DATA FOR ANALYSIS »
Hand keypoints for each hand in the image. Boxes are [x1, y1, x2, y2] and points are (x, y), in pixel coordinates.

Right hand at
==
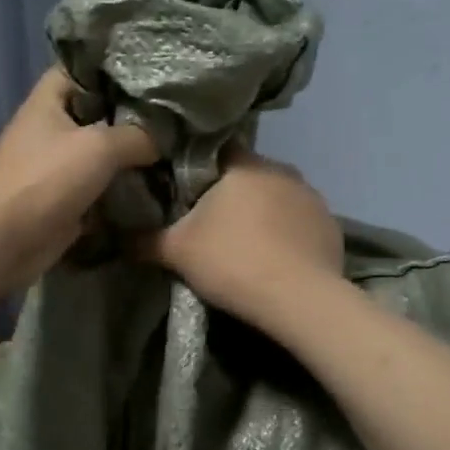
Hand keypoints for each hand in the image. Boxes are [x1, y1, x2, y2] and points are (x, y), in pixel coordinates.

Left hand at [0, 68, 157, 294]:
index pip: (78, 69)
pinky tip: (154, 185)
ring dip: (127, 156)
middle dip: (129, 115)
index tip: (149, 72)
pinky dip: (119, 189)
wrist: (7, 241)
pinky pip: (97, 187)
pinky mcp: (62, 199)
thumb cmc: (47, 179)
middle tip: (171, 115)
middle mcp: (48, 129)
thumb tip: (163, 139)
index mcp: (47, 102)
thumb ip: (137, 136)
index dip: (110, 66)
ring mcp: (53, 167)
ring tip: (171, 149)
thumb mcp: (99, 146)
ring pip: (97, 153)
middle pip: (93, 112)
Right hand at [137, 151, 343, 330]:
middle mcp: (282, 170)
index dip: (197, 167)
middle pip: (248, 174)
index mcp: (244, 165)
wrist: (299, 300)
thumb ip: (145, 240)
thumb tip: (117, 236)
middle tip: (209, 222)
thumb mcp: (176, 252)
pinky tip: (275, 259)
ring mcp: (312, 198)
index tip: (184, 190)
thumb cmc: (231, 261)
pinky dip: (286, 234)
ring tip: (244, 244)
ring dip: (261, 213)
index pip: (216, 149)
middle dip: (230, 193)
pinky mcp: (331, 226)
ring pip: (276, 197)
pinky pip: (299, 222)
...
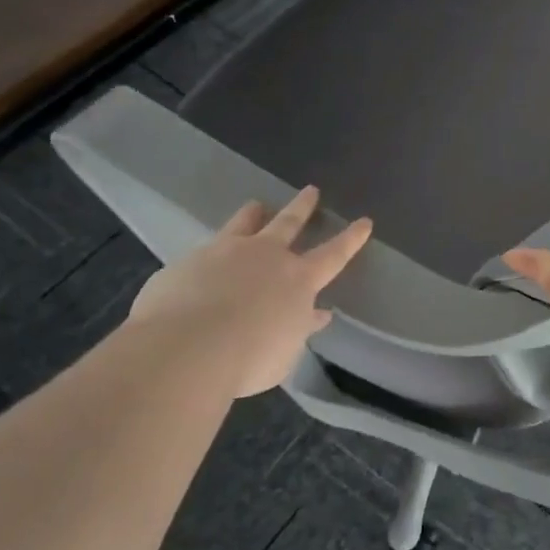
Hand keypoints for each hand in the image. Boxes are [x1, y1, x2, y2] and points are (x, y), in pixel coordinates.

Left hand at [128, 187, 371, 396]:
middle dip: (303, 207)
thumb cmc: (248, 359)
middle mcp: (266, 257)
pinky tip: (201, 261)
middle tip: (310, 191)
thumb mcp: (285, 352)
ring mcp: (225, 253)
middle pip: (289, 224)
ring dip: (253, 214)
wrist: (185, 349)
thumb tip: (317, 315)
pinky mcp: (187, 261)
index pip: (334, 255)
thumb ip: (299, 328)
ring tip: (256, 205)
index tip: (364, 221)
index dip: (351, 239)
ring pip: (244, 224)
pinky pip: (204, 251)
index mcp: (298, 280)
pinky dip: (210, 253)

REQUIRED WORK » Please give again the lines above between the line holding "middle tip: (310, 191)" and the line holding "pinky dip: (210, 253)", inclusive, exactly as they are and with nothing added.

ANSWER SECTION »
middle tip: (310, 191)
thumb mcp: (285, 352)
ring mcp: (225, 253)
middle pip: (289, 224)
ring dip: (253, 214)
wrist: (185, 349)
thumb tip: (317, 315)
pinky mcp: (187, 261)
index pip: (334, 255)
thumb ip: (299, 328)
ring tip: (256, 205)
index tip: (364, 221)
index dip: (351, 239)
ring pip: (244, 224)
pinky pip: (204, 251)
index mcp: (298, 280)
pinky dip: (210, 253)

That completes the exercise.